→ **Your objective**:
Copy out every line from the records that includes "middle".

→ **Data to process**:

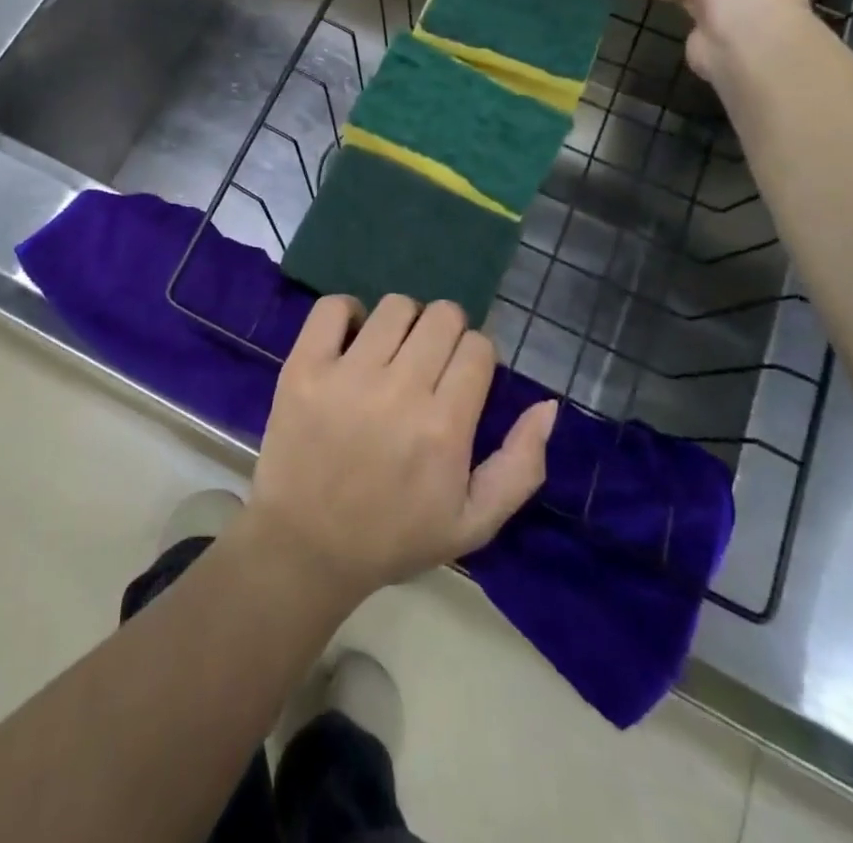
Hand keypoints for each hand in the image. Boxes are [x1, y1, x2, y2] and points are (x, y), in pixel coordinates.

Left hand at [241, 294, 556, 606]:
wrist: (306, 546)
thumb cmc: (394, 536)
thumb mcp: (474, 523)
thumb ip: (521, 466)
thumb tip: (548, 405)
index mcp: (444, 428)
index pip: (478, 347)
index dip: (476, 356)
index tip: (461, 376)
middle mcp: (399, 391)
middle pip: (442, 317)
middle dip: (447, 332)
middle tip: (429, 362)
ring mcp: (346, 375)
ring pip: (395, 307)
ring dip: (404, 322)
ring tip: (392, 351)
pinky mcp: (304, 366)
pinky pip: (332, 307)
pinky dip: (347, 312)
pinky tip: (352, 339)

...

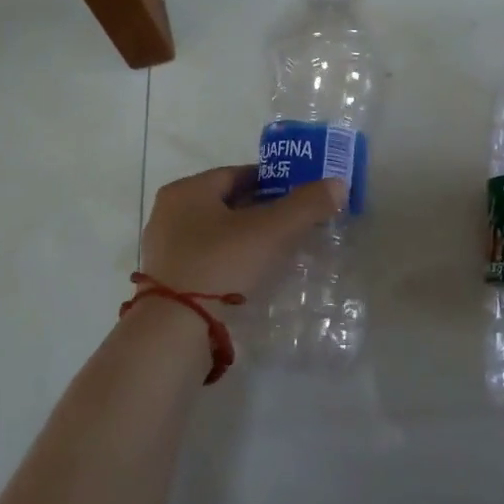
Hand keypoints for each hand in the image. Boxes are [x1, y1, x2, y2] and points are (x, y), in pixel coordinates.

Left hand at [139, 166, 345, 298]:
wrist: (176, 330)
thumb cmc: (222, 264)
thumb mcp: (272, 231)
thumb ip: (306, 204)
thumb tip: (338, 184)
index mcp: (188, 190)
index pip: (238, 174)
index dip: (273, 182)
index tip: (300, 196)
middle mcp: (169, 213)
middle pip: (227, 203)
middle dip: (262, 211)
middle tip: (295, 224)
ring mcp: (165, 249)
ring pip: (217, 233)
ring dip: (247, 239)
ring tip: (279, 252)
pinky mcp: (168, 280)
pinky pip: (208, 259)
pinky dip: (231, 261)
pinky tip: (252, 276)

→ **Solution for this task**:
middle mcp: (399, 391)
middle pip: (442, 317)
middle dip: (447, 332)
middle tip: (429, 362)
middle mcp: (169, 213)
middle pip: (227, 203)
middle dip: (262, 211)
middle tip: (295, 224)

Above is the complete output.